Once the line containing "наших файлов cookie.</text>" is found, retype it and each line after it through the last entry below, word for word, and nothing else.
----- SUPPLIED MATERIAL
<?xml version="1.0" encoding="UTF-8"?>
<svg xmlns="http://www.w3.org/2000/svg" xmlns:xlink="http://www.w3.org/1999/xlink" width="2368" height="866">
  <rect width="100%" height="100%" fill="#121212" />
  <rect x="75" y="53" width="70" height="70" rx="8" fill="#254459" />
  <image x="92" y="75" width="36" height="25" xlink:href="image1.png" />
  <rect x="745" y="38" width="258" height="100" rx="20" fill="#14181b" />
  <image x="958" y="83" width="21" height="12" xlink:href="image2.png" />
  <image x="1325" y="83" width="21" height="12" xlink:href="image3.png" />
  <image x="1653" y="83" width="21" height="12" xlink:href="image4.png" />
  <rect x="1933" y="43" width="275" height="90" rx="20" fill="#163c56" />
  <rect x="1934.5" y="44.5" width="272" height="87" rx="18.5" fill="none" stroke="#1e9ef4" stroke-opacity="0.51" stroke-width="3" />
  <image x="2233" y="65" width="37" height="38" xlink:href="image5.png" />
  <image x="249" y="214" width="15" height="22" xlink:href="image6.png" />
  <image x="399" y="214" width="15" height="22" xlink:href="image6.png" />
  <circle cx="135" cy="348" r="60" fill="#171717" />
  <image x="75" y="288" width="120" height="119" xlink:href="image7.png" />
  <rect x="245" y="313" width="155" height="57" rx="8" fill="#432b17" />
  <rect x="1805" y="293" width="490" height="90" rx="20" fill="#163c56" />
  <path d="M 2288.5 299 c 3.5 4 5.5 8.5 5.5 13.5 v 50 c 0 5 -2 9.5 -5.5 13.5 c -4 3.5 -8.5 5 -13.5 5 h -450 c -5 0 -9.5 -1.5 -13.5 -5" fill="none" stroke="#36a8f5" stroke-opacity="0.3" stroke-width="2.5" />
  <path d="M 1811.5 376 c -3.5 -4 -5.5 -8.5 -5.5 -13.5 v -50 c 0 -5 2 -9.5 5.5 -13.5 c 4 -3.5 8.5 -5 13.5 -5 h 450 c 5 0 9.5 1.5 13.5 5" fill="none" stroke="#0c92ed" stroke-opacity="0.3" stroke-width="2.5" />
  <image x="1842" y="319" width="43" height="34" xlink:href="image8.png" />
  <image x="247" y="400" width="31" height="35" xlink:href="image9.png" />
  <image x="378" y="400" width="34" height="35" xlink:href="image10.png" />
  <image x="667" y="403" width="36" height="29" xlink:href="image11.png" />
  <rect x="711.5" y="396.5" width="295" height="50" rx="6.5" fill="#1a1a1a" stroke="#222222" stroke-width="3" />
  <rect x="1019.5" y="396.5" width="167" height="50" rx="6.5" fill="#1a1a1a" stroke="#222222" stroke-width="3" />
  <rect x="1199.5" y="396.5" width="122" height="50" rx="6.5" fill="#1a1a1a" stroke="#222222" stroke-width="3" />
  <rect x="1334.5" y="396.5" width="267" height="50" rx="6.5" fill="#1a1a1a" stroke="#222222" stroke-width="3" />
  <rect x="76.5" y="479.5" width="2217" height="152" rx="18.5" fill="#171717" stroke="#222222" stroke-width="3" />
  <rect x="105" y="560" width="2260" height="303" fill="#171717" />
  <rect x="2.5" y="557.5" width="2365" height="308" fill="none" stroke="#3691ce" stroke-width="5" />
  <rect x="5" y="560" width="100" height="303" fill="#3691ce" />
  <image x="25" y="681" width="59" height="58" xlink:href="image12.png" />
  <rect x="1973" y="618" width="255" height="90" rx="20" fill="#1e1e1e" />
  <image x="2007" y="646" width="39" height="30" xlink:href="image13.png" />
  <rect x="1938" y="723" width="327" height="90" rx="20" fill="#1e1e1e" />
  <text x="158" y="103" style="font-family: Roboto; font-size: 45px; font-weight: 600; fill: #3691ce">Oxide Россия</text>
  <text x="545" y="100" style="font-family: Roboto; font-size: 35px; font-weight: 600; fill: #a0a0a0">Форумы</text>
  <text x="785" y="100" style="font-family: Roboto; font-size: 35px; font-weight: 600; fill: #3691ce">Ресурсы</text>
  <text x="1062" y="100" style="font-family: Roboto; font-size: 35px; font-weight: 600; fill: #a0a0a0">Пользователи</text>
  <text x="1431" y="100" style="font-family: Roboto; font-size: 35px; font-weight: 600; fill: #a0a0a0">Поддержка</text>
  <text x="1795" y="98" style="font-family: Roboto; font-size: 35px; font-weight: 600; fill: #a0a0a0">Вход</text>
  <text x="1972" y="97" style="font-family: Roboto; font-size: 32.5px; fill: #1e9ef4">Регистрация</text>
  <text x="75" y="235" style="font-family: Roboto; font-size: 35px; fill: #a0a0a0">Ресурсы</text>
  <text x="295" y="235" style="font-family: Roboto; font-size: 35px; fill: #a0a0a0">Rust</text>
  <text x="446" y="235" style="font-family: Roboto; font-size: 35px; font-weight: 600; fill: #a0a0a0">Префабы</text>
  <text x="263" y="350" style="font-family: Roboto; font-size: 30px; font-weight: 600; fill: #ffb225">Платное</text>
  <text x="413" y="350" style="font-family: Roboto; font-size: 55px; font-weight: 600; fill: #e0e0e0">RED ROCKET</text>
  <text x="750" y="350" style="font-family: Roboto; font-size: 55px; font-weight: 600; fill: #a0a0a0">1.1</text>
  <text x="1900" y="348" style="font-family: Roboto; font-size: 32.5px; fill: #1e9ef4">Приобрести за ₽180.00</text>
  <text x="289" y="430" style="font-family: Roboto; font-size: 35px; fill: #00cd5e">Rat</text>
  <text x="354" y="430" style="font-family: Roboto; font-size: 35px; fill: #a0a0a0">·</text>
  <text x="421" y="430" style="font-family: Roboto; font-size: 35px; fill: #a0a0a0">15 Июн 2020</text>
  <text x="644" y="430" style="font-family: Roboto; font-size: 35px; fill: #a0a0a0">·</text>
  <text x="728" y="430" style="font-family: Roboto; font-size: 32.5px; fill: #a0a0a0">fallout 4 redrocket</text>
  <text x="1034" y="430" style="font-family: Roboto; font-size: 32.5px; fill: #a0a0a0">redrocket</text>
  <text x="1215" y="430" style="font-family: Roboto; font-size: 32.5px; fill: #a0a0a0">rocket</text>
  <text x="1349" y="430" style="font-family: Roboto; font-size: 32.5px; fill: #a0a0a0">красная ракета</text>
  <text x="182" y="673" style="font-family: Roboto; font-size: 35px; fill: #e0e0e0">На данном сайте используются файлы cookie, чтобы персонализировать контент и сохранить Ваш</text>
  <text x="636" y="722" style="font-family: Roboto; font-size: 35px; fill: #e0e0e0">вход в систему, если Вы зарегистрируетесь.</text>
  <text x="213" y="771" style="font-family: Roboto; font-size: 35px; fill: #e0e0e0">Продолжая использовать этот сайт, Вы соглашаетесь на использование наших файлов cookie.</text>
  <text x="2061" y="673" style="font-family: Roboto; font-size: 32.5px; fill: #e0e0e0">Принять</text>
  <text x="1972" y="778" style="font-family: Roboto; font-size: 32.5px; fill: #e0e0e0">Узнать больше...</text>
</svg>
----------
• RESULT OF THE EXERCISE:
  <text x="213" y="771" style="font-family: Roboto; font-size: 35px; fill: #e0e0e0">Продолжая использовать этот сайт, Вы соглашаетесь на использование наших файлов cookie.</text>
  <text x="2061" y="673" style="font-family: Roboto; font-size: 32.5px; fill: #e0e0e0">Принять</text>
  <text x="1972" y="778" style="font-family: Roboto; font-size: 32.5px; fill: #e0e0e0">Узнать больше...</text>
</svg>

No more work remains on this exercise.